WHAT YOU HAVE TO DO
The answer should contain every entry below, copied exactly.

[Saved entries]
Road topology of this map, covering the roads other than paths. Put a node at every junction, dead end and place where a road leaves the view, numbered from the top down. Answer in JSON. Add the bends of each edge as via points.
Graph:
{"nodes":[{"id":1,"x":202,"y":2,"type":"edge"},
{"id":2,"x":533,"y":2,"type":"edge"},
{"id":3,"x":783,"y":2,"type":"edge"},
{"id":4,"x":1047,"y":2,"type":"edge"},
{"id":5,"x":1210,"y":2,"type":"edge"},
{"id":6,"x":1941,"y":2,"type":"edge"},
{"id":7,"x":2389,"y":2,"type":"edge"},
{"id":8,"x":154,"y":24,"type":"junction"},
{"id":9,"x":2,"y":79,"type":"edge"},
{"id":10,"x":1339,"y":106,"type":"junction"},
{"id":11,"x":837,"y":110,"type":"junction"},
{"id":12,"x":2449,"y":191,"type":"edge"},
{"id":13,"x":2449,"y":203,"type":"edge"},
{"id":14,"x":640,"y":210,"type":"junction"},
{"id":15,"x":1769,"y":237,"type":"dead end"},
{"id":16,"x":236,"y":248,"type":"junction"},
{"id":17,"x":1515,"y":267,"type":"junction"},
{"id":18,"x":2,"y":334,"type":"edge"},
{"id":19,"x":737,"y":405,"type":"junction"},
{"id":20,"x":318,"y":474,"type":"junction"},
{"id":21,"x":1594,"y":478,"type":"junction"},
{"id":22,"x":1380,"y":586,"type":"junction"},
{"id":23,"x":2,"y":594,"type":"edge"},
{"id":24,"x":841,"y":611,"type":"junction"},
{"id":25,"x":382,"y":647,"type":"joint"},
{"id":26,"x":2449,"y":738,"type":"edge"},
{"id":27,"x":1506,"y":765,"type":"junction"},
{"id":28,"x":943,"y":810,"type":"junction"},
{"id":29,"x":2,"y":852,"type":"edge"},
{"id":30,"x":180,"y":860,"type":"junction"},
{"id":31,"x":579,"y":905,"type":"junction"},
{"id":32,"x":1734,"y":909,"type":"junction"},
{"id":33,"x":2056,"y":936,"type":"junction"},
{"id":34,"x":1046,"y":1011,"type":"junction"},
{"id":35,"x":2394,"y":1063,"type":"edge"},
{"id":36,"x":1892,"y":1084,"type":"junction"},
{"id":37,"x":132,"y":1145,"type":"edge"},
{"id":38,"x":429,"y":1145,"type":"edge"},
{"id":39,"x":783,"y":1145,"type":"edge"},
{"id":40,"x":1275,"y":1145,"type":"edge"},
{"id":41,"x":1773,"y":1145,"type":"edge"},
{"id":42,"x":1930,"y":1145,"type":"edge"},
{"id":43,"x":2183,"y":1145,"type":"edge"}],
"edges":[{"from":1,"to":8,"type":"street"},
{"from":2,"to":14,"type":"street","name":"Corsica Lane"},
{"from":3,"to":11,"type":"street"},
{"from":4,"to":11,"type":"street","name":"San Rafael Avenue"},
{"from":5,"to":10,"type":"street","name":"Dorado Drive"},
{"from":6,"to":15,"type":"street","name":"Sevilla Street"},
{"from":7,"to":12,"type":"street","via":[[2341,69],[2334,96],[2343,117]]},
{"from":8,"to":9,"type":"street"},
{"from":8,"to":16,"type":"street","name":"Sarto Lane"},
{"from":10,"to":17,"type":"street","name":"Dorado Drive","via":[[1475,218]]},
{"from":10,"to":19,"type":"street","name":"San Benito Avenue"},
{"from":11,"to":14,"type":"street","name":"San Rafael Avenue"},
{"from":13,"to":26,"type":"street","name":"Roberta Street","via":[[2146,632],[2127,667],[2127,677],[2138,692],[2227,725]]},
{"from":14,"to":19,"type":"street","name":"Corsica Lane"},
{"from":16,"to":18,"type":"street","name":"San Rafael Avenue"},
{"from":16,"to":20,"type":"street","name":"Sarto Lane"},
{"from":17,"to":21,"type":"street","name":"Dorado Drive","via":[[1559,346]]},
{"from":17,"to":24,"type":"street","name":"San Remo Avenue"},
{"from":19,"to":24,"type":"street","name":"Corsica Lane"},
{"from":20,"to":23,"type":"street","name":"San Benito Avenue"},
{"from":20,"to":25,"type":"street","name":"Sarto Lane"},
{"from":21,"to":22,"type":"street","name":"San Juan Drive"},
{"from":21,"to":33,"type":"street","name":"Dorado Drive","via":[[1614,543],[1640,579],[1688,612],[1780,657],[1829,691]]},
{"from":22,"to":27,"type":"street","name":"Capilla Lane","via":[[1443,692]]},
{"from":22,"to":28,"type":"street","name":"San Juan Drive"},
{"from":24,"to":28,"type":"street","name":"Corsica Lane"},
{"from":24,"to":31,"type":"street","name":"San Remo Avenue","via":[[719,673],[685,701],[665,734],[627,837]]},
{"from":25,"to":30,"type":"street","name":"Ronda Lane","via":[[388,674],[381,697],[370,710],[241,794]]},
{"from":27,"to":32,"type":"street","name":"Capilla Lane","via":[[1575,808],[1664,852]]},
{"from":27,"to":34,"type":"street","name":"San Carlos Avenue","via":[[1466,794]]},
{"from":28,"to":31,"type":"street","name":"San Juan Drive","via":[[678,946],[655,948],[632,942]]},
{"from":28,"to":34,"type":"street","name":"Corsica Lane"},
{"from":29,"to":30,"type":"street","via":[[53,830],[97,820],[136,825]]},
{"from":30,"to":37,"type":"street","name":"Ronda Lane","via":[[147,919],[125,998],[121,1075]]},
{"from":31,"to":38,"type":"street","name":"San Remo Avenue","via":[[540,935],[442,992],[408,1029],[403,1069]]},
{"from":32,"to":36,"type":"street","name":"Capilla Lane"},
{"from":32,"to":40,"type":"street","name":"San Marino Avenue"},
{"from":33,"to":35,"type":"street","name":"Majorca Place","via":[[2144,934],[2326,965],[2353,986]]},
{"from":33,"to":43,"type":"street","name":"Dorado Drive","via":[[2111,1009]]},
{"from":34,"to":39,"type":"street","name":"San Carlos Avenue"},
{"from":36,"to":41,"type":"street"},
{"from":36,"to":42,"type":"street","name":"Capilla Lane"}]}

SOLUTION TO THIS TASK
Road topology of this map, covering the roads other than paths. Put a node at every junction, dead end and place where a road leaves the view, numbered from the top down. Answer in JSON. Add the bends of each edge as via points.
Graph:
{"nodes":[{"id":1,"x":202,"y":2,"type":"edge"},
{"id":2,"x":533,"y":2,"type":"edge"},
{"id":3,"x":783,"y":2,"type":"edge"},
{"id":4,"x":1047,"y":2,"type":"edge"},
{"id":5,"x":1210,"y":2,"type":"edge"},
{"id":6,"x":1941,"y":2,"type":"edge"},
{"id":7,"x":2389,"y":2,"type":"edge"},
{"id":8,"x":154,"y":24,"type":"junction"},
{"id":9,"x":2,"y":79,"type":"edge"},
{"id":10,"x":1339,"y":106,"type":"junction"},
{"id":11,"x":837,"y":110,"type":"junction"},
{"id":12,"x":2449,"y":191,"type":"edge"},
{"id":13,"x":2449,"y":203,"type":"edge"},
{"id":14,"x":640,"y":210,"type":"junction"},
{"id":15,"x":1769,"y":237,"type":"dead end"},
{"id":16,"x":236,"y":248,"type":"junction"},
{"id":17,"x":1515,"y":267,"type":"junction"},
{"id":18,"x":2,"y":334,"type":"edge"},
{"id":19,"x":737,"y":405,"type":"junction"},
{"id":20,"x":318,"y":474,"type":"junction"},
{"id":21,"x":1594,"y":478,"type":"junction"},
{"id":22,"x":1380,"y":586,"type":"junction"},
{"id":23,"x":2,"y":594,"type":"edge"},
{"id":24,"x":841,"y":611,"type":"junction"},
{"id":25,"x":382,"y":647,"type":"joint"},
{"id":26,"x":2449,"y":738,"type":"edge"},
{"id":27,"x":1506,"y":765,"type":"junction"},
{"id":28,"x":943,"y":810,"type":"junction"},
{"id":29,"x":2,"y":852,"type":"edge"},
{"id":30,"x":180,"y":860,"type":"junction"},
{"id":31,"x":579,"y":905,"type":"junction"},
{"id":32,"x":1734,"y":909,"type":"junction"},
{"id":33,"x":2056,"y":936,"type":"junction"},
{"id":34,"x":1046,"y":1011,"type":"junction"},
{"id":35,"x":2394,"y":1063,"type":"edge"},
{"id":36,"x":1892,"y":1084,"type":"junction"},
{"id":37,"x":132,"y":1145,"type":"edge"},
{"id":38,"x":429,"y":1145,"type":"edge"},
{"id":39,"x":783,"y":1145,"type":"edge"},
{"id":40,"x":1275,"y":1145,"type":"edge"},
{"id":41,"x":1773,"y":1145,"type":"edge"},
{"id":42,"x":1930,"y":1145,"type":"edge"},
{"id":43,"x":2183,"y":1145,"type":"edge"}],
"edges":[{"from":1,"to":8,"type":"street"},
{"from":2,"to":14,"type":"street","name":"Corsica Lane"},
{"from":3,"to":11,"type":"street"},
{"from":4,"to":11,"type":"street","name":"San Rafael Avenue"},
{"from":5,"to":10,"type":"street","name":"Dorado Drive"},
{"from":6,"to":15,"type":"street","name":"Sevilla Street"},
{"from":7,"to":12,"type":"street","via":[[2341,69],[2334,96],[2343,117]]},
{"from":8,"to":9,"type":"street"},
{"from":8,"to":16,"type":"street","name":"Sarto Lane"},
{"from":10,"to":17,"type":"street","name":"Dorado Drive","via":[[1475,218]]},
{"from":10,"to":19,"type":"street","name":"San Benito Avenue"},
{"from":11,"to":14,"type":"street","name":"San Rafael Avenue"},
{"from":13,"to":26,"type":"street","name":"Roberta Street","via":[[2146,632],[2127,667],[2127,677],[2138,692],[2227,725]]},
{"from":14,"to":19,"type":"street","name":"Corsica Lane"},
{"from":16,"to":18,"type":"street","name":"San Rafael Avenue"},
{"from":16,"to":20,"type":"street","name":"Sarto Lane"},
{"from":17,"to":21,"type":"street","name":"Dorado Drive","via":[[1559,346]]},
{"from":17,"to":24,"type":"street","name":"San Remo Avenue"},
{"from":19,"to":24,"type":"street","name":"Corsica Lane"},
{"from":20,"to":23,"type":"street","name":"San Benito Avenue"},
{"from":20,"to":25,"type":"street","name":"Sarto Lane"},
{"from":21,"to":22,"type":"street","name":"San Juan Drive"},
{"from":21,"to":33,"type":"street","name":"Dorado Drive","via":[[1614,543],[1640,579],[1688,612],[1780,657],[1829,691]]},
{"from":22,"to":27,"type":"street","name":"Capilla Lane","via":[[1443,692]]},
{"from":22,"to":28,"type":"street","name":"San Juan Drive"},
{"from":24,"to":28,"type":"street","name":"Corsica Lane"},
{"from":24,"to":31,"type":"street","name":"San Remo Avenue","via":[[719,673],[685,701],[665,734],[627,837]]},
{"from":25,"to":30,"type":"street","name":"Ronda Lane","via":[[388,674],[381,697],[370,710],[241,794]]},
{"from":27,"to":32,"type":"street","name":"Capilla Lane","via":[[1575,808],[1664,852]]},
{"from":27,"to":34,"type":"street","name":"San Carlos Avenue","via":[[1466,794]]},
{"from":28,"to":31,"type":"street","name":"San Juan Drive","via":[[678,946],[655,948],[632,942]]},
{"from":28,"to":34,"type":"street","name":"Corsica Lane"},
{"from":29,"to":30,"type":"street","via":[[53,830],[97,820],[136,825]]},
{"from":30,"to":37,"type":"street","name":"Ronda Lane","via":[[147,919],[125,998],[121,1075]]},
{"from":31,"to":38,"type":"street","name":"San Remo Avenue","via":[[540,935],[442,992],[408,1029],[403,1069]]},
{"from":32,"to":36,"type":"street","name":"Capilla Lane"},
{"from":32,"to":40,"type":"street","name":"San Marino Avenue"},
{"from":33,"to":35,"type":"street","name":"Majorca Place","via":[[2144,934],[2326,965],[2353,986]]},
{"from":33,"to":43,"type":"street","name":"Dorado Drive","via":[[2111,1009]]},
{"from":34,"to":39,"type":"street","name":"San Carlos Avenue"},
{"from":36,"to":41,"type":"street"},
{"from":36,"to":42,"type":"street","name":"Capilla Lane"}]}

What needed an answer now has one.